Trump’s Cuba Policy to Restrict Tourism and Military Business

President Donald Trump is set to announce increased restrictions toward Cuba on Friday after a nearly five-month review of the U.S.policy.

During his campaign, Trump promised to crack down on the communist regime, The Hill reports.

The new constraints are aimed at restricting tourism and funds directed toward the Cuban military, but he won’t be fully reversing diplomatic and commercial ties with the country.

Trump will also unveil a series of “very specific benchmarks” in a speech in Miami on Friday that Cuban President Raul Castro needs to meet in order to negotiate with the U.S., according to White House officials on Thursday.These expectations include releasing political prisoners, free elections, and direct pay to Cuban workers.

Trump is expected to leave the U.S. embassy in Havana and will not bring back the “wet foot, dry foot” policy that allowed Cuban migrants who made it to the U.S. to stay in the country, a policy that his predecessor Barack Obama eliminated in the final days of his presidency.

Among the new restrictions likely to impact Americans, Trump will forbid individual educational trips to Cuba.

Since Obama’s historic effort in his second term to normalize relations with Cuba, Americans have been allowed to travel to the island nation under 12 different categories of travel with just a general license.
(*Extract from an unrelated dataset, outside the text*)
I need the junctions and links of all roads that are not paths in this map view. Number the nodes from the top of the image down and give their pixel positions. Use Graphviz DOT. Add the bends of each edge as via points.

Tourism to the island is still strictly prohibited, but White House officials said that enforcement of the ban has been trailing.

Trump’s new directive “will include ending the individual, people-to-people travel” sub-category, senior officials told reporters.
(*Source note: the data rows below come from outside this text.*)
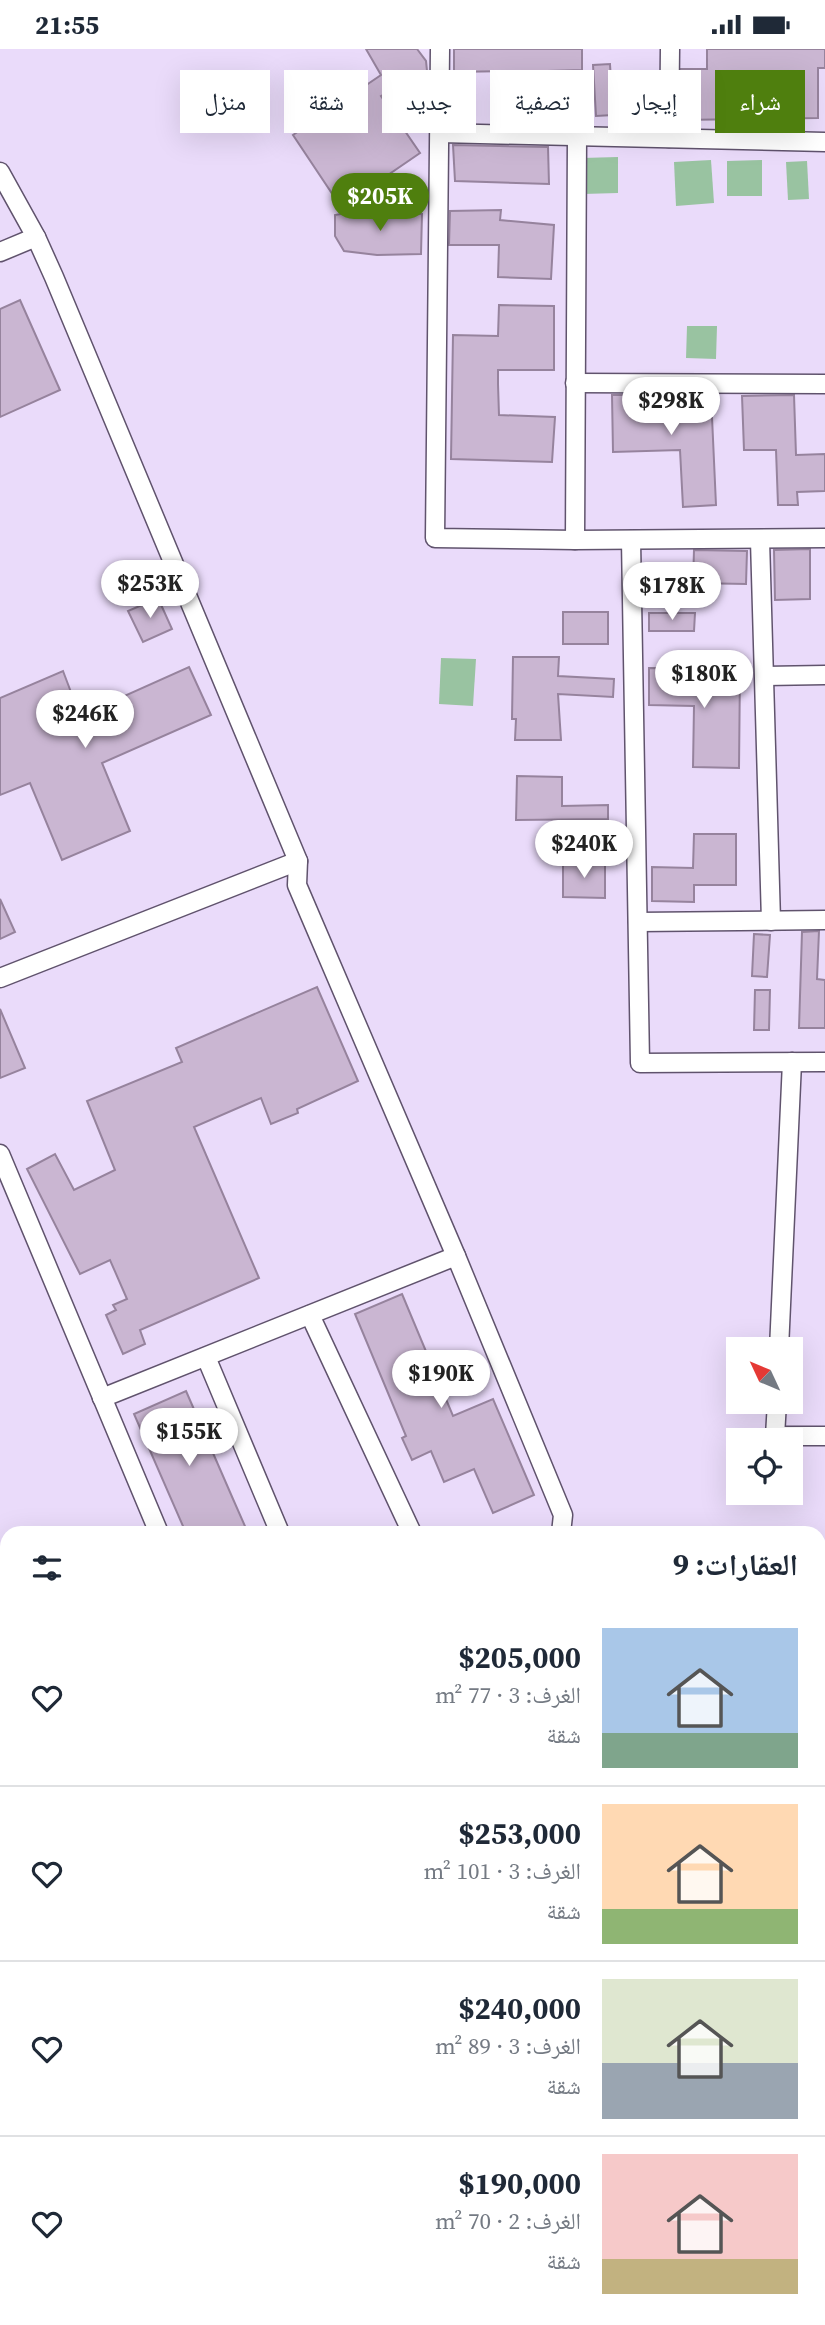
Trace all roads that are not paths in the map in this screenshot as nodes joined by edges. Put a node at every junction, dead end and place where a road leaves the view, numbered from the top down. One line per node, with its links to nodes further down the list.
1 (440, 49): 3 (street)
2 (670, 49): 6 (street)
3 (440, 70)
4 (440, 133): 5 (street); 14 (street)
5 (576, 136): 6 (street); 11 (street)
6 (669, 138): 7 (street)
7 (825, 142)
8 (0, 172): 9 (street)
9 (36, 237): 10 (street); 19 (street)
10 (0, 252)
11 (575, 383): 12 (street); 14 (street)
12 (825, 384)
13 (825, 538): 16 (street)
14 (575, 540): 15 (street)
15 (631, 540): 16 (street); 22 (street)
16 (760, 540): 18 (street)
17 (825, 675): 18 (street)
18 (765, 676): 21 (street)
19 (298, 861): 23 (street); 27 (street)
20 (825, 920): 21 (street)
21 (771, 921): 22 (street)
22 (638, 922): 24 (street)
23 (0, 978)
24 (792, 1062): 25 (street); 29 (street)
25 (825, 1062)
26 (0, 1154): 31 (street)
27 (456, 1256): 28 (street); 37 (street)
28 (310, 1315): 30 (street); 36 (street)
29 (780, 1337)
30 (206, 1357): 31 (street); 35 (street)
31 (102, 1398): 34 (street)
32 (776, 1414): 33 (street)
33 (825, 1436)
34 (156, 1526)
35 (277, 1526)
36 (409, 1526)
37 (563, 1526)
“There are 12 categories of travel that are permitted still, but the individual people-to-people travel is one that has the highest risk of potential abuse”, according to White House officials.

Commercial flights, which resumed for the first time in 50 years last summer, will still continue between the U.S. and Cuba. And Americans can still self-certify under a general license that they are traveling to Cuba for legitimate reasons. White House officials also noted that Americans can still bring Cuban cigars back from their trip.